» Instructions for the task:
Could you copy every line of the data that contains "pinky"?

━━ Given records

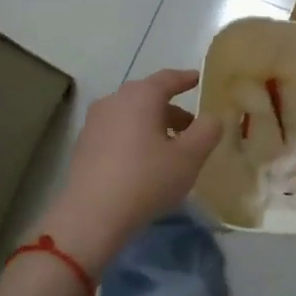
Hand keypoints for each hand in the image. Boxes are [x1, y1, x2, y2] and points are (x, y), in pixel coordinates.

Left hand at [37, 70, 221, 271]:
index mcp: (141, 95)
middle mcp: (114, 100)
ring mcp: (94, 123)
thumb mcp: (191, 156)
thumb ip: (208, 130)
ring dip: (153, 126)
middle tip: (192, 127)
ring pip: (132, 115)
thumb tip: (211, 118)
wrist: (92, 217)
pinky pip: (117, 132)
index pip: (169, 78)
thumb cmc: (147, 179)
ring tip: (170, 150)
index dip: (187, 79)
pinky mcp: (83, 146)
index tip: (199, 80)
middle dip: (172, 109)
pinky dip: (134, 139)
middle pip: (149, 97)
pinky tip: (144, 164)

━━━━

» Your solution:
pinky pip: (117, 132)
pinky mcp: (83, 146)
pinky dip: (134, 139)
pinky tip: (144, 164)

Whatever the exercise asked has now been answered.